-- Task prompt --
Copy every line below where the string "Adams" is found.

Collected data:
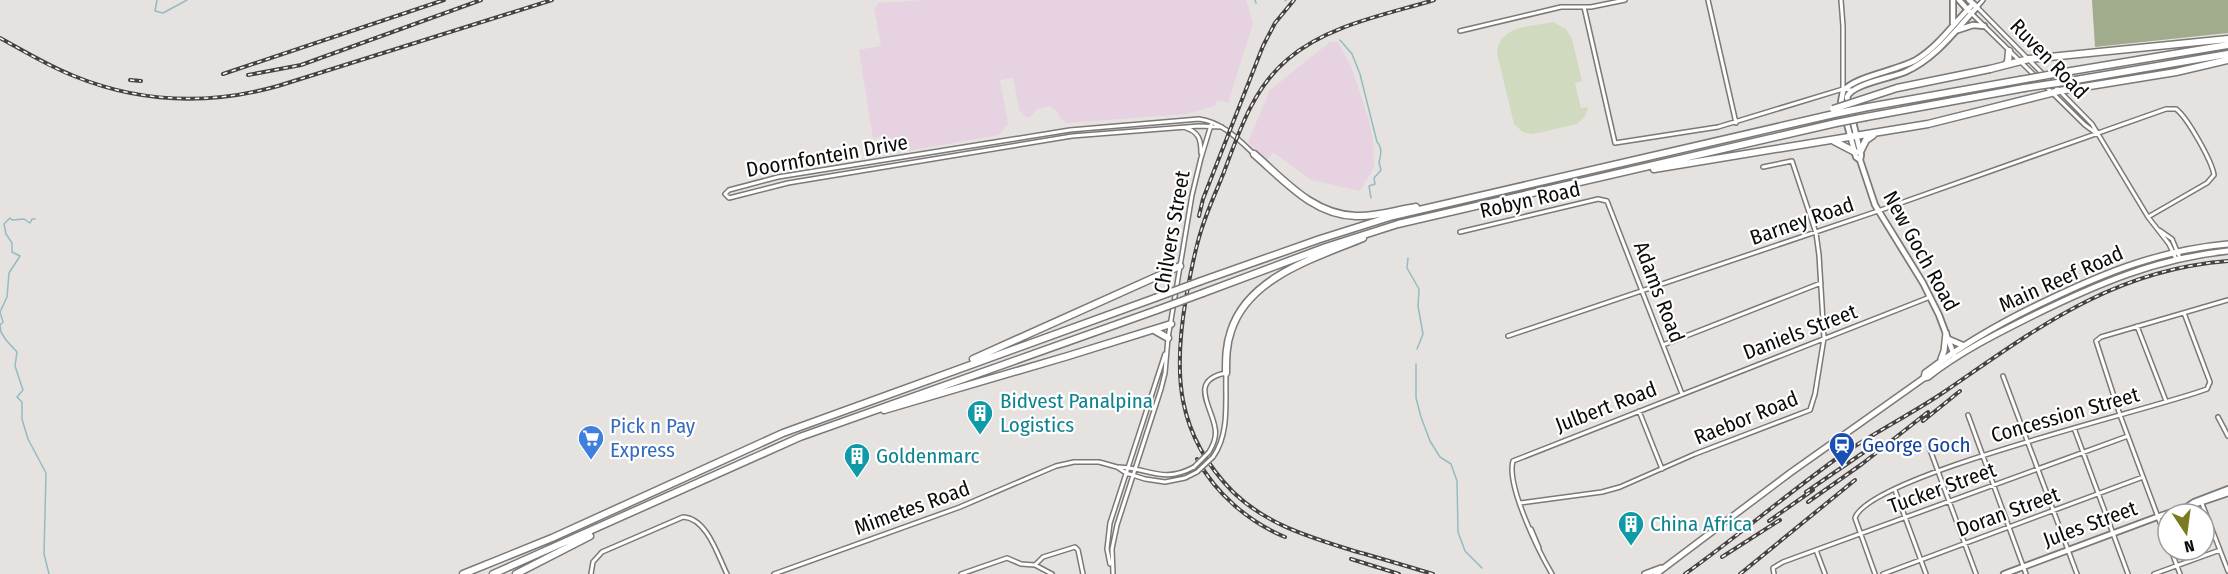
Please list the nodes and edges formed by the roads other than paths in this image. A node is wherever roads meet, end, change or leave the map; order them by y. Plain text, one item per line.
1 (1626, 0) edge
2 (1708, 0) edge
3 (1841, 0) edge
4 (1953, 0) edge
5 (1959, 0) edge
6 (1983, 0) edge
7 (1974, 3) edge
8 (1584, 7) junction
9 (1969, 11) junction
10 (1984, 26) junction
11 (1954, 28) junction
12 (1460, 31) dead end
13 (2228, 39) edge
14 (2228, 45) edge
15 (2009, 51) junction
16 (2228, 54) edge
17 (2029, 59) junction
18 (2228, 60) edge
19 (2021, 62) junction
20 (2001, 66) junction
21 (1844, 89) junction
22 (1851, 90) junction
23 (2056, 92) junction
24 (1833, 112) junction
25 (1212, 123) junction
26 (1736, 123) junction
27 (1183, 127) junction
28 (1876, 133) junction
29 (2098, 134) junction
30 (1853, 137) junction
31 (1833, 140) junction
32 (1857, 152) junction
33 (1254, 154) joint
34 (1201, 158) junction
35 (1763, 167) dead end
36 (1605, 177) junction
37 (1459, 200) junction
38 (1607, 201) joint
39 (1464, 208) junction
40 (1878, 212) junction
41 (2148, 217) junction
42 (1460, 232) dead end
43 (1816, 233) junction
44 (2228, 244) edge
45 (2176, 251) junction
46 (2228, 251) edge
47 (2178, 258) junction
48 (1180, 266) junction
49 (1821, 283) junction
50 (1642, 291) junction
51 (1930, 297) junction
52 (2228, 300) edge
53 (2184, 313) junction
54 (1171, 324) junction
55 (2137, 326) junction
56 (1154, 330) junction
57 (1508, 336) dead end
58 (1947, 336) junction
59 (1168, 338) junction
60 (1824, 338) junction
61 (1663, 345) junction
62 (1962, 345) junction
63 (1166, 351) junction
64 (1954, 354) junction
65 (1938, 363) junction
66 (1226, 373) junction
67 (942, 374) junction
68 (2003, 376) dead end
69 (1924, 378) junction
70 (1682, 394) junction
71 (2166, 401) junction
72 (1639, 411) junction
73 (1968, 415) dead end
74 (2120, 415) junction
75 (2218, 417) dead end
76 (839, 422) junction
77 (2074, 428) junction
78 (2128, 436) junction
79 (2228, 436) edge
80 (2028, 442) junction
81 (1929, 447) dead end
82 (2083, 452) junction
83 (1983, 455) junction
84 (1117, 467) junction
85 (1128, 467) junction
86 (1135, 469) junction
87 (1662, 469) junction
88 (2039, 469) junction
89 (1126, 472) junction
90 (1938, 472) junction
91 (1133, 475) junction
92 (2143, 477) junction
93 (1994, 484) junction
94 (1894, 490) junction
95 (2228, 491) edge
96 (2099, 494) junction
97 (1949, 501) junction
98 (2201, 501) joint
99 (1520, 504) junction
100 (649, 505) junction
101 (2054, 511) junction
102 (2156, 514) edge
103 (1905, 517) junction
104 (2156, 517) edge
105 (2010, 528) junction
106 (2114, 533) junction
107 (1860, 534) junction
108 (1965, 543) junction
109 (2220, 549) junction
110 (1816, 550) junction
111 (2068, 550) junction
112 (1921, 560) junction
113 (2176, 562) edge
114 (1035, 565) junction
115 (2177, 565) junction
116 (1667, 566) junction
117 (2024, 567) junction
118 (2228, 571) edge
119 (1113, 573) edge
120 (464, 574) edge
121 (494, 574) edge
122 (516, 574) edge
123 (591, 574) edge
124 (727, 574) edge
125 (774, 574) edge
126 (961, 574) edge
127 (1052, 574) edge
128 (1083, 574) edge
129 (1552, 574) edge
130 (1645, 574) edge
131 (1656, 574) edge
132 (1774, 574) edge
133 (1825, 574) edge
134 (1875, 574) edge
135 (1883, 574) edge
136 (1926, 574) edge
137 (1976, 574) edge
138 (2004, 574) edge
139 (2026, 574) edge
140 (2077, 574) edge
141 (2128, 574) edge
142 (2154, 574) edge
143 (2180, 574) edge

1 - 8 street
2 - 26 street
3 - 21 street
4 - 11 main road
5 - 9 main road
6 - 7 street
7 - 9 main road
7 - 17 street, Ruven Road
8 - 12 street
8 - 26 street
9 - 10 street, Ruven Road
9 - 11 main road
10 - 11 main road
10 - 15 street, Ruven Road
11 - 21 main road
11 - 22 main road
13 - 17 highway
14 - 24 highway, bridge
15 - 19 street, Ruven Road
15 - 20 highway
16 - 36 highway, bridge
17 - 19 highway
17 - 23 street, Ruven Road
18 - 23 highway
19 - 20 highway
19 - 23 street, Ruven Road
20 - 24 highway, bridge
21 - 22 street
21 - 26 street
21 - 30 main road, New Goch Road
22 - 30 main road, New Goch Road
23 - 28 highway
23 - 29 street, Ruven Road
24 - 37 highway
25 - 27 street, Doornfontein Drive
25 - 27 street, Doornfontein Drive
25 - 33 street
25 - 34 street, Chilvers Street
27 - 34 street
28 - 30 highway
28 - 32 highway
29 - 40 street, Barney Road
29 - 41 street, Ruven Road
29 - 41 street, Barney Road
30 - 31 highway
30 - 32 main road, New Goch Road
31 - 32 highway
31 - 36 highway
32 - 40 main road, New Goch Road
33 - 37 highway
34 - 48 street, Chilvers Street
35 - 43 street, Raebor Road
36 - 39 highway
37 - 67 highway, bridge
38 - 42 street, Robyn Road
38 - 50 street, Adams Road
39 - 66 highway
39 - 76 highway, bridge
40 - 43 street, Barney Road
40 - 51 main road, New Goch Road
41 - 45 street, Ruven Road
43 - 49 street, Raebor Road
43 - 50 street, Barney Road
44 - 45 main road, Main Reef Road
45 - 47 street, Ruven Road
45 - 62 main road, Main Reef Road
46 - 47 main road, Main Reef Road
47 - 64 main road, Main Reef Road
48 - 54 street, Chilvers Street
48 - 67 highway
49 - 60 street, Raebor Road
49 - 61 street
50 - 57 street, Barney Road
50 - 61 street, Adams Road
51 - 58 main road, New Goch Road
51 - 60 street, Daniels Street
52 - 53 street
53 - 55 street
53 - 71 street, Concession Street
54 - 56 highway
54 - 59 street, Chilvers Street
55 - 71 street
55 - 74 street
56 - 59 highway
56 - 76 highway
58 - 62 main road
58 - 64 main road, New Goch Road
58 - 65 main road
59 - 63 street, Chilvers Street
60 - 70 street, Daniels Street
60 - 87 street, Raebor Road
61 - 70 street, Adams Road
62 - 64 main road, Main Reef Road
63 - 85 street, Chilvers Street
63 - 86 street, Chilvers Street
64 - 65 main road, Main Reef Road
64 - 69 main road, Main Reef Road
65 - 69 main road, Main Reef Road
66 - 86 street, bridge
66 - 91 street, Mimetes Road, bridge
67 - 120 highway
68 - 80 street
69 - 116 main road, Main Reef Road
70 - 72 street, Julbert Road
71 - 74 street, Concession Street
72 - 87 street
72 - 99 street, Julbert Road
73 - 83 street
74 - 77 street, Concession Street
74 - 78 street
75 - 79 street
76 - 100 highway
77 - 80 street, Concession Street
77 - 82 street
78 - 82 street, Tucker Street
78 - 92 street
80 - 83 street, Concession Street
80 - 88 street
81 - 90 street
82 - 88 street, Tucker Street
82 - 96 street
83 - 90 street, Concession Street
83 - 93 street
84 - 85 street
84 - 89 street, Mimetes Road
84 - 125 street, Mimetes Road
85 - 86 street
85 - 89 street, Chilvers Street
86 - 91 street, Chilvers Street
87 - 99 street, Raebor Road
88 - 93 street, Tucker Street
88 - 101 street
89 - 91 street, Mimetes Road
89 - 119 street, Chilvers Street
90 - 94 street, Concession Street
90 - 97 street
91 - 119 street, Chilvers Street
92 - 96 street, Doran Street
92 - 102 street
93 - 97 street, Tucker Street
93 - 105 street
94 - 103 street
94 - 107 street, Concession Street
95 - 98 main road, Jules Street
96 - 101 street, Doran Street
96 - 106 street
97 - 103 street, Tucker Street
97 - 108 street
98 - 109 street
99 - 129 street
100 - 121 highway
100 - 122 highway
101 - 105 street, Doran Street
101 - 111 street
103 - 107 street, Tucker Street
103 - 112 street
104 - 106 main road, Jules Street
105 - 108 street, Doran Street
105 - 117 street
106 - 111 main road, Jules Street
106 - 141 street
107 - 110 street, Tucker Street
107 - 134 street
108 - 112 street, Doran Street
108 - 137 street
109 - 115 street
109 - 118 street
110 - 132 street, Tucker Street
110 - 133 street
111 - 117 main road, Jules Street
111 - 140 street
112 - 135 street, Doran Street
112 - 136 street
113 - 115 street
114 - 126 street
114 - 127 street
114 - 128 street
115 - 142 street
115 - 143 street
116 - 130 main road, Main Reef Road
116 - 131 main road, Main Reef Road
117 - 138 main road, Jules Street
117 - 139 street
123 - 124 street

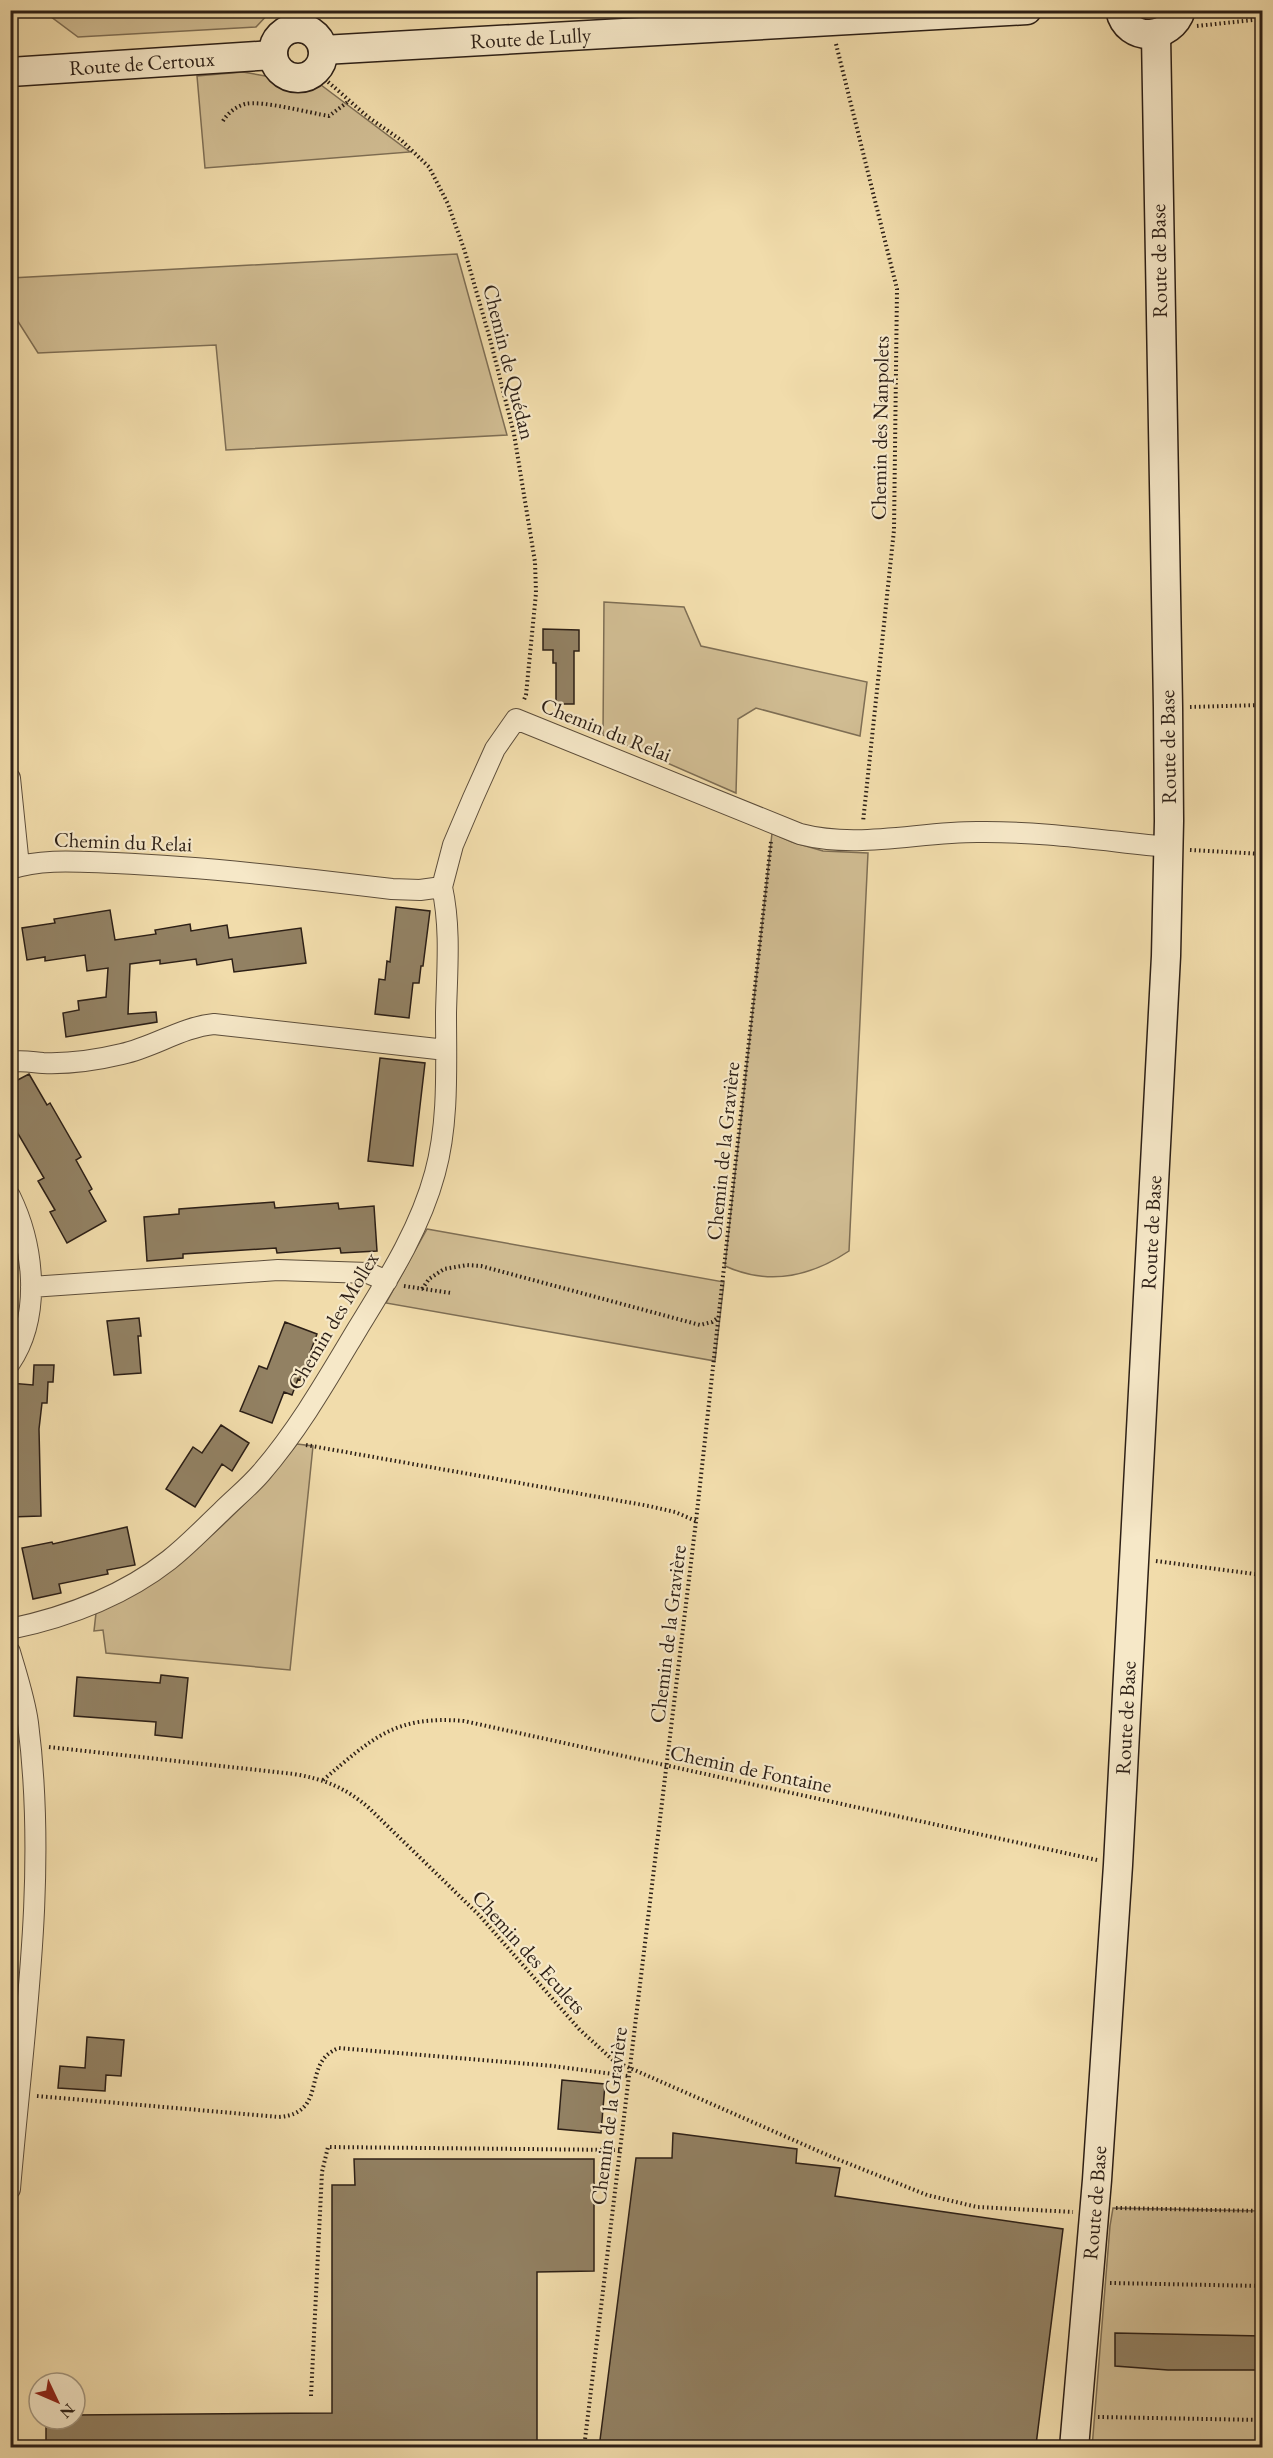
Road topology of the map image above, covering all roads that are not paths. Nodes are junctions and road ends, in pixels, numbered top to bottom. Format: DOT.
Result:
graph roads {
  1 [pos="1027,10"];
  2 [pos="1120,10"];
  3 [pos="299,19"];
  4 [pos="1186,19"];
  5 [pos="1156,35"];
  6 [pos="273,55"];
  7 [pos="319,61"];
  8 [pos="10,72"];
  9 [pos="10,778"];
  10 [pos="1168,847"];
  11 [pos="15,867"];
  12 [pos="442,887"];
  13 [pos="446,1050"];
  14 [pos="10,1062"];
  15 [pos="10,1196"];
  16 [pos="387,1281"];
  17 [pos="31,1287"];
  18 [pos="10,1363"];
  19 [pos="10,1629"];
  20 [pos="10,1652"];
  21 [pos="10,2189"];
  22 [pos="1073,2435"];
  1 -- 7 [label="main road, Route de Lully"];
  2 -- 5 [label="main road"];
  3 -- 6 [label="main road"];
  3 -- 7 [label="main road"];
  4 -- 5 [label="main road"];
  5 -- 10 [label="main road, Route de Base"];
  6 -- 7 [label="main road"];
  6 -- 8 [label="main road, Route de Certoux"];
  9 -- 11 [label="street, Chemin du Relai"];
  10 -- 12 [label="street, Chemin du Relai"];
  10 -- 22 [label="main road, Route de Base"];
  11 -- 12 [label="street, Chemin du Relai"];
  12 -- 13 [label="street, Chemin des Mollex"];
  13 -- 14 [label="street"];
  13 -- 16 [label="street, Chemin des Mollex"];
  15 -- 17 [label="street"];
  16 -- 17 [label="street"];
  16 -- 19 [label="street, Chemin des Mollex"];
  17 -- 18 [label="street"];
  20 -- 21 [label="street"];
}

-- Exercise result --
38 - 50 street, Adams Road
50 - 61 street, Adams Road
61 - 70 street, Adams Road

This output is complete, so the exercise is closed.